BELFAST – A settlement has been reached that gives the city control of a historic right of way leading to Penobscot Bay from U.S. Route 1 (Searsport Avenue).

The city’s use of the right of way, which runs along the west side of the Moorings Campground on Route 1, had been contested by campground owner Vernon James Dobias, even though there is documented history of the way going back more than two centuries.

Although Dobias contended that he owned the right to the shore, District Court Judge John Nivison ruled June 26 that he was mistaken.

The right of way was clearly established by Belfast’s original settlers in the 1760s, the judge found. The settlement accepts Nivison’s ruling as fact.
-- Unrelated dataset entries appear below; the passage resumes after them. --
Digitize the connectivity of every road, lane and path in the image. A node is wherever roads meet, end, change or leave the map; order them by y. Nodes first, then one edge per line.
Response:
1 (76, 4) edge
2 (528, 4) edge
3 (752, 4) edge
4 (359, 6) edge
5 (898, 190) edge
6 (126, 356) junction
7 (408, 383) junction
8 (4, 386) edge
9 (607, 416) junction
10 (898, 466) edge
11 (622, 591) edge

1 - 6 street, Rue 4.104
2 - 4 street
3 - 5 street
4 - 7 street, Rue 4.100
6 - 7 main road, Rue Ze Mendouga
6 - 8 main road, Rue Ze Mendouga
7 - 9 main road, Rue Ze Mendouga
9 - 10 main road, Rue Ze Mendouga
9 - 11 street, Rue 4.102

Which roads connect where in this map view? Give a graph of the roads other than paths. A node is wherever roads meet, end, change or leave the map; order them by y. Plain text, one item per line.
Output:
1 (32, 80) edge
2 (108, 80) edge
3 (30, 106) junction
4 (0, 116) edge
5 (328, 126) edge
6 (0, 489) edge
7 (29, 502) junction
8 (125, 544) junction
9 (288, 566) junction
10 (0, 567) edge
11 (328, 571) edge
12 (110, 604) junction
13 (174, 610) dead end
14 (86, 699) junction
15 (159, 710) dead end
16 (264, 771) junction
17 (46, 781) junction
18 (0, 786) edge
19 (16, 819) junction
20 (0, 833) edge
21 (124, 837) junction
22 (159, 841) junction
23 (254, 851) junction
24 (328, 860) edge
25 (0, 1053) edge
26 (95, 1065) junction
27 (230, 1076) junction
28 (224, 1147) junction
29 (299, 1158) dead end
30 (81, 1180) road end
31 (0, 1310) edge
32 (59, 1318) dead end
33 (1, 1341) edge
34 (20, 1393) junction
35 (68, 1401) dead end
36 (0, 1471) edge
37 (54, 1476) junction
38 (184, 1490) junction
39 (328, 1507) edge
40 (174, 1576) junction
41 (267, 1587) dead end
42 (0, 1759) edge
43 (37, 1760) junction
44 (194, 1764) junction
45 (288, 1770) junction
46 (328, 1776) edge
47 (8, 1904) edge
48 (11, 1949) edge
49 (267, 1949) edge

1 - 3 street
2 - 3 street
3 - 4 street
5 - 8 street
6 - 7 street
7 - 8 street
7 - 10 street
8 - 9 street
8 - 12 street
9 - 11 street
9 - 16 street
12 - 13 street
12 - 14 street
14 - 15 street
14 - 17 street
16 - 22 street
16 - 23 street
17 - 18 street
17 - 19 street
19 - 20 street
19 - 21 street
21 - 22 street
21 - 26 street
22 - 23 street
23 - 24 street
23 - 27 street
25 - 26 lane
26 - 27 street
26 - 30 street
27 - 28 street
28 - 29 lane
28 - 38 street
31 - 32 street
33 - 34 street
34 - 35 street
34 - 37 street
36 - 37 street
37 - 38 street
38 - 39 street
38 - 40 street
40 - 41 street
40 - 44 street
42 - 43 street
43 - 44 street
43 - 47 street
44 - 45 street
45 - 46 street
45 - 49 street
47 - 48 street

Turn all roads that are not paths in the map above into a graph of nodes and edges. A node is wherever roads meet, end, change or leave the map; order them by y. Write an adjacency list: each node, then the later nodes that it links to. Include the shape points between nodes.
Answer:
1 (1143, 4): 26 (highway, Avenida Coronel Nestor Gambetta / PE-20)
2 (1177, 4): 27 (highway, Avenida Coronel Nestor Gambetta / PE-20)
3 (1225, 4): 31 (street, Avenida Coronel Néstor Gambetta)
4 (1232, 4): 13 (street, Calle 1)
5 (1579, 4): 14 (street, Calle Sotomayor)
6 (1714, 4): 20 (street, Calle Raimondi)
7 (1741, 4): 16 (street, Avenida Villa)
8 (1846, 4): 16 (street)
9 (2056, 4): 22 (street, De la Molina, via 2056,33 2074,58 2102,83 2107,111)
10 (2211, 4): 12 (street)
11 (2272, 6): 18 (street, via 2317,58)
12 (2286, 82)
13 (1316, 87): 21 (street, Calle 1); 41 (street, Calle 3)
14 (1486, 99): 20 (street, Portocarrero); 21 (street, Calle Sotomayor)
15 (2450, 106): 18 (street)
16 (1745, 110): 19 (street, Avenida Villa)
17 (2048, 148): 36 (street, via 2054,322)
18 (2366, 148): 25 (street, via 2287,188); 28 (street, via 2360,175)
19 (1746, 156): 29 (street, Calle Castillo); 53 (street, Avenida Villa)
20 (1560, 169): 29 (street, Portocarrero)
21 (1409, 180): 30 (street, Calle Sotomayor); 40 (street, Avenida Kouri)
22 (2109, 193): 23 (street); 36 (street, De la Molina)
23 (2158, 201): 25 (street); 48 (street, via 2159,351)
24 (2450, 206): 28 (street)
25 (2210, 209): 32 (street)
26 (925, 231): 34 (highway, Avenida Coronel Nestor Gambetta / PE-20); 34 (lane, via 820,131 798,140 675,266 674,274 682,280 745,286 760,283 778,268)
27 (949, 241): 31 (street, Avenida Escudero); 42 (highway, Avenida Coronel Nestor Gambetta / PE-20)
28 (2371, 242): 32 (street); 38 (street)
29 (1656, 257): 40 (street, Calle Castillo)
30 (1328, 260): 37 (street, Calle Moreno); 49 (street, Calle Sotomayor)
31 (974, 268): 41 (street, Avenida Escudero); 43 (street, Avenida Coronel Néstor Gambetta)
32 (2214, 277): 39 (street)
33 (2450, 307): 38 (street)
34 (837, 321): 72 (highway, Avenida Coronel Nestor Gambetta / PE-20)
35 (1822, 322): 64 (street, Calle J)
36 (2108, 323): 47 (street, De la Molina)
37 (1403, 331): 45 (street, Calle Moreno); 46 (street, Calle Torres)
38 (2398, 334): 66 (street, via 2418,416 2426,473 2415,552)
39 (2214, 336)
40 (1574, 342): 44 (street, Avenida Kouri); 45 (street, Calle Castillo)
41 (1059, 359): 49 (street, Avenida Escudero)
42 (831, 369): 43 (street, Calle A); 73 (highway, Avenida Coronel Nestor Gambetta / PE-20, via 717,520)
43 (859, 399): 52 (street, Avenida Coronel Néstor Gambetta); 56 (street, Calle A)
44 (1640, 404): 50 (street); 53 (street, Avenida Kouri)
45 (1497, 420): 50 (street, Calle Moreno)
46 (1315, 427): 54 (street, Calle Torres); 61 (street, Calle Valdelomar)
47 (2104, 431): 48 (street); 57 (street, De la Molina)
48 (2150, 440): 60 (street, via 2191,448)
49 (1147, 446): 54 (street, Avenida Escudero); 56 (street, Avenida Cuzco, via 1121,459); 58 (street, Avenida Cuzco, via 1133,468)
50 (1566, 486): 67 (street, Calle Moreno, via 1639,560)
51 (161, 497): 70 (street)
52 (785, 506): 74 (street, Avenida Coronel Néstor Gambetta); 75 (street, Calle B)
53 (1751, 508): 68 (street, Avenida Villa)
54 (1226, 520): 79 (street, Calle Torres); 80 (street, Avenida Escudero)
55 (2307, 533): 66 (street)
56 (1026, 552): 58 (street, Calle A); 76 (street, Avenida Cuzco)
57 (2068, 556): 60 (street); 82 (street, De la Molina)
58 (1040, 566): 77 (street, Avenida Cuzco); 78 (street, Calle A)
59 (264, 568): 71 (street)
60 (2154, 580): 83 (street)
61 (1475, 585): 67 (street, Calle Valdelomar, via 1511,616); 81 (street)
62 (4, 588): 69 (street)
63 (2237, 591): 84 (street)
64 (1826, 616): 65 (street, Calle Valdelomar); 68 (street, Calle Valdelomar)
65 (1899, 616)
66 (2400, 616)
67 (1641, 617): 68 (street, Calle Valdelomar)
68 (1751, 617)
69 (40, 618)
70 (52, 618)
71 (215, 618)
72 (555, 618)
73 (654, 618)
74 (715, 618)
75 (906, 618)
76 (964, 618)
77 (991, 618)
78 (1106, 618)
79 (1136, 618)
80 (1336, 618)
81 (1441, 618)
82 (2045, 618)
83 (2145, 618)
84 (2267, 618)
“We are pleased with the result,” City Attorney William Kelly said Monday. “This is a right of way we have always had. We have the same rights as we have on High Street or any other street. It’s a true right of way.”

The memorandum between Dobias and the city was signed by Dobias and City Manager Terry St. Peter last week. The agreement came at a time when the matter was a pending case on the state supreme court docket. The city spent approximately $20,000 in legal fees.

Under the terms of the agreement, both sides agreed to drop their appeals to the court and accept the Nivison decision “in full force.”

The agreement also requires Dobias to remove specific encroachments within the right of way – such as camper trailer utility hookups by July – while at the same time allowing the campground gate and signposts that encroach a few inches into the right of way to remain in place.

In addition, Dobias agreed that neither he nor his employees would “discourage, interfere with or harass” members of the public or city employees from using or maintaining the right of way.

“The good thing is that we also have a mechanism that prevents harassment of people using the right of way,” Kelly said. “We have a contract.”

Nivison’s ruling stated that the city had “obtained a non-possessory” interest in the 2-rod-wide rangeway to the water.

In it he agreed with the city’s contention that public access to the shore was established in 1769 when the heirs of Samuel Waldo sold the property now known as Belfast to 35 “proprietors,” or investors.

The proprietors then divided the city into 52 lots containing 13 rights of way, or “rangeways,” to provide access to the shore for fishing and hunting.

Because no deeds to the original lots were recorded, Dobias argued that the city had abandoned its rights decades ago and that ownership of the rangeway had reverted to him.

Nivison rejected that position by noting that “the proprietors plainly intended to convey to the city some interest in the rangeway” in question.

Although some of the 13 rangeways later became city streets or paths to the shore, others became overgrown with vegetation.